Is this really happening?

Was the first and the only question that kept running through my mind as I stared back at these pair of blue eyes I didn't expect to see so soon. Or ever for that matter. His scent smelled the same, even that half smile that has always been my weakness is still there. My heart started pounding louder, I could faint any second. But I stood still, I'm not going to be the weak person I was last time.

"Long time no see." He said, hitting me with electricity of déjà vu running through my mind. Everything about him looked the same, yet very different. It's like looking at someone you once knew so well and now they're nothing but strangers.

"What are you doing here?" With every ounce of my body, I tried to look unaffected by his presence around me anymore.

There were times where I wished we could have move conversations, more time being the way that we used to be and to just be able to tell him how things are going and laugh about it like we used to, but he's not that person anymore, and I'm not going to be the second choice again.

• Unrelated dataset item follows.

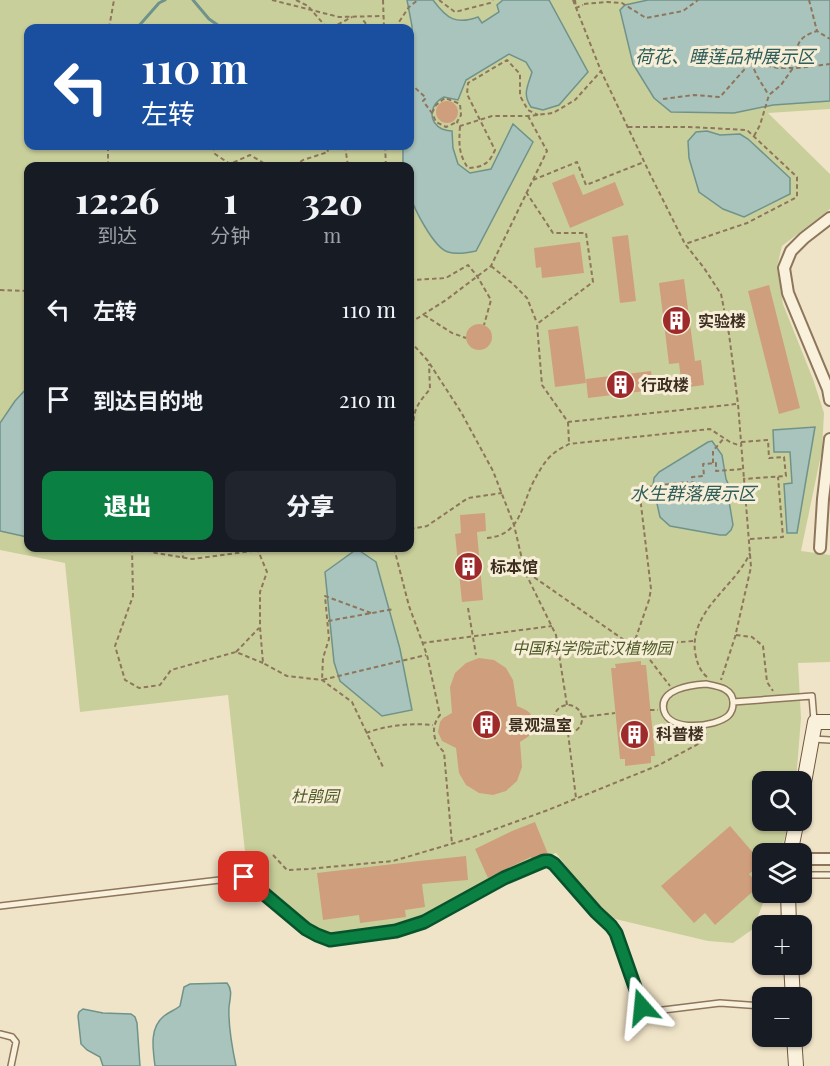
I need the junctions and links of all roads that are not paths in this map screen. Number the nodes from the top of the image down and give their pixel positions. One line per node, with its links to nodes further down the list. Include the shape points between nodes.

"Isn't it obvious? I came for you." I can't count the times where he would sweep me off of my feet with his sweet lies and innocent eyes, forgetting the fact that they were also the reason of my suffering.

"I thought it was clear how we left things between us."

"But today was a special day for us...and I miss you." He smirked for the sake of me understanding what he meant.

"You don't have the right to miss me, or be here at all. Please leave." I demanded.

"Tell me that you never thought about me," He paused, slowly getting closer to me.

"That you never regretted how we left things and how much you'd wish you can kiss me right now." He whispered as his face was inches away from my face, his lips were hovering over mine as his breath hit them. I started to get nervous and my knees were a bit weak.

"You've hurt me." I could barely say, breaking eye contact with him.

"It's all in the past. Just say the word and I won't go anywhere." He said, pulling my chin up with his hand so that I can look at him once more. Just looking at them brings back so much memories and feelings, I can't bring myself to remember them.

"You don't understand, it's not that easy." I slightly shook my head. It's so hard on me to refuse the thing I've wanted the most at some point in my life, but that was then and this is now and there's no place for him in my life anymore.

"I want things to go back to the way they were before, we've been through so much together for you to erase it just like that." He continued, brushing some of my hair behind my ears. "Don't you think so, too?" With no hesitation he pulled me closer with a quick swift, making our lips almost touch for split seconds. I pulled him away, with tears starting to fall from my eyes.

"You think that showing unannounced, saying all these lies and trying to kiss me would just let me forget what you've put me through? This is exactly why I don't want to be near you. You didn't choose me, remember!? We could've had everything we wished for, but you just had to go and ruin it." I brushed my tears away, stopping myself from looking weak anymore.

"I didn't know how much you mean to me until you were no longer there, I really do need you." He pleaded.

"I thought I needed you, too." This time, I looked at him straight into his eyes. "But now that I heard you say the things I wanted to hear you say the most, I've realized that I don't need you anymore." I smiled. He looked puzzled, unable to reply to my unexpected confidence.